→ What is being asked
Output the full listing exactly as written, with no pictures in it.

[Start of section]

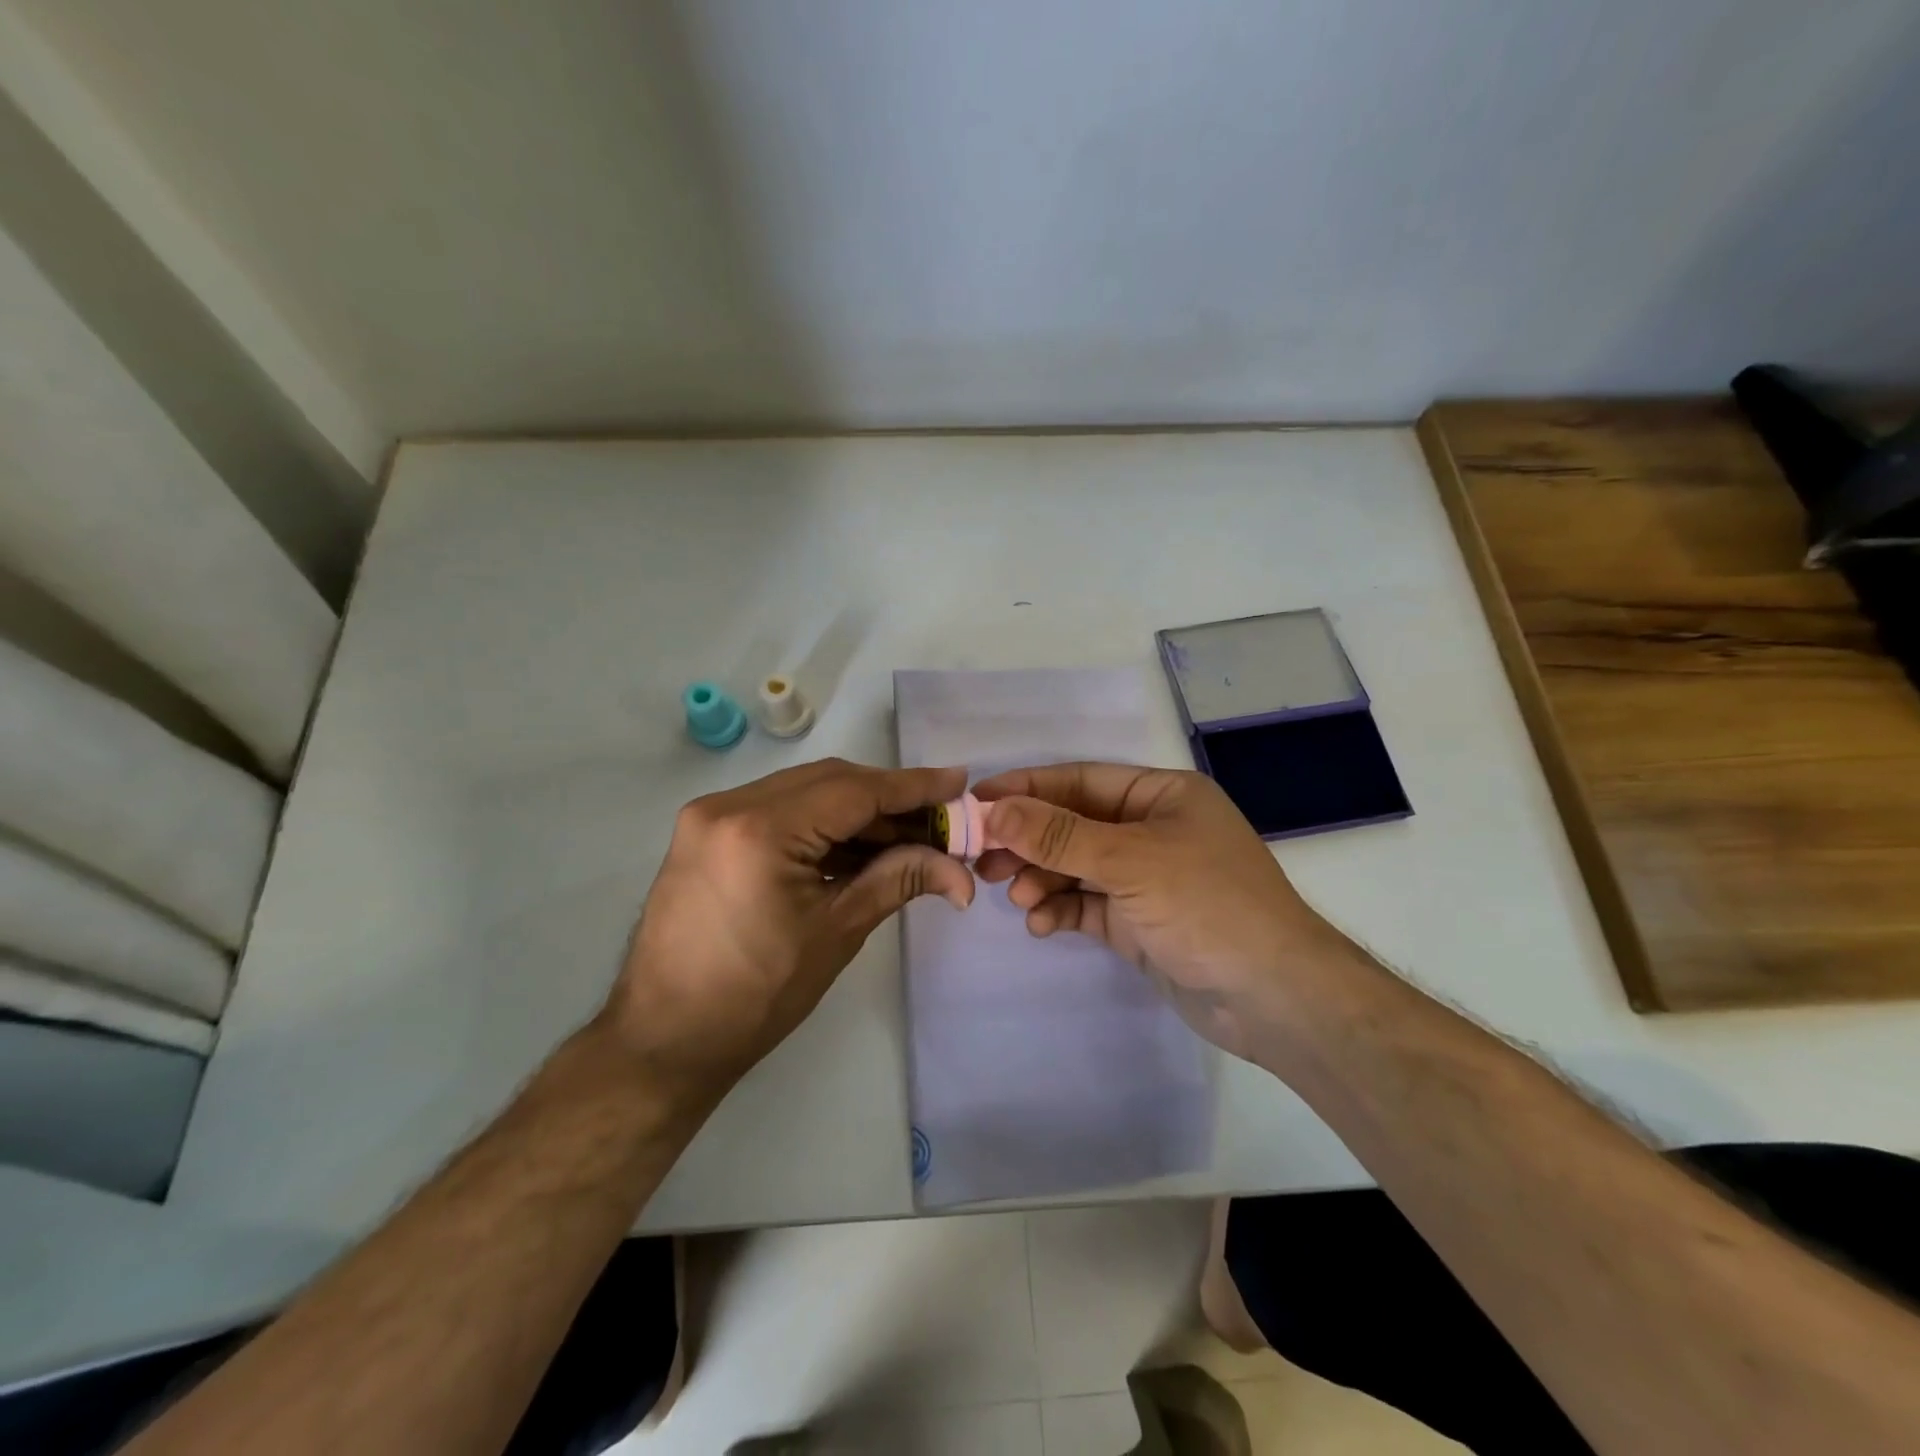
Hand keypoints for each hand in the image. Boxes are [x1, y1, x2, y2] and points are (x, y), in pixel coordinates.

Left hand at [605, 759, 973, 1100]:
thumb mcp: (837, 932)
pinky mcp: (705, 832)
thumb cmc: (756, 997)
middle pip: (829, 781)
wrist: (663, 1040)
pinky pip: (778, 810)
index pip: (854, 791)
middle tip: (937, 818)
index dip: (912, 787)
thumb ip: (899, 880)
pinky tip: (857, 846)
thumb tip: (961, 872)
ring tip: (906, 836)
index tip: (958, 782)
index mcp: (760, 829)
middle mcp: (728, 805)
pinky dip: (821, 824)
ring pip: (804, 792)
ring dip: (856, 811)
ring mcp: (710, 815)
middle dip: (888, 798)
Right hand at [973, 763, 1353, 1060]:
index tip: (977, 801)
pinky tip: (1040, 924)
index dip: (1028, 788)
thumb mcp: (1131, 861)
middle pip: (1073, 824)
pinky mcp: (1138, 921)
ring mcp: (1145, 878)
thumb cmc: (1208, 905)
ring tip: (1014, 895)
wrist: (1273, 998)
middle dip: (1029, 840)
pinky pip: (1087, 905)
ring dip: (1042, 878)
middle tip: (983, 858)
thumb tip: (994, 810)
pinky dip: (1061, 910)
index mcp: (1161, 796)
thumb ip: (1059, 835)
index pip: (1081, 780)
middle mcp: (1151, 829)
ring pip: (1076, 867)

[End of section]

→ Answer section
Hand keypoints for each hand in the image. Boxes are [x1, y1, x2, y2] and points are (x, y), in pixel coordinates.

Left hand at [605, 759, 973, 1100]:
thumb mcp: (837, 932)
pinky mcp: (705, 832)
thumb cmc: (756, 997)
middle pip: (829, 781)
wrist: (663, 1040)
pinky pip: (778, 810)
index pip: (854, 791)
middle tip: (937, 818)
index dip: (912, 787)
thumb ip: (899, 880)
pinky tip: (857, 846)
thumb tip: (961, 872)
ring tip: (906, 836)
index tip: (958, 782)
index mcp: (760, 829)
middle mcp: (728, 805)
pinky dip: (821, 824)
ring pip: (804, 792)
ring dip: (856, 811)
ring mcp: (710, 815)
middle dip: (888, 798)
Right hand at [973, 763, 1353, 1060]:
index tip: (977, 801)
pinky tip: (1040, 924)
index dip: (1028, 788)
thumb mcp: (1131, 861)
middle pip: (1073, 824)
pinky mcp: (1138, 921)
ring mcp: (1145, 878)
thumb cmc: (1208, 905)
ring tip: (1014, 895)
wrist: (1273, 998)
middle dip: (1029, 840)
pinky pip: (1087, 905)
ring dip: (1042, 878)
middle tip: (983, 858)
thumb tip: (994, 810)
pinky dip: (1061, 910)
index mcp: (1161, 796)
thumb ip: (1059, 835)
index pip: (1081, 780)
middle mcp: (1151, 829)
ring pip: (1076, 867)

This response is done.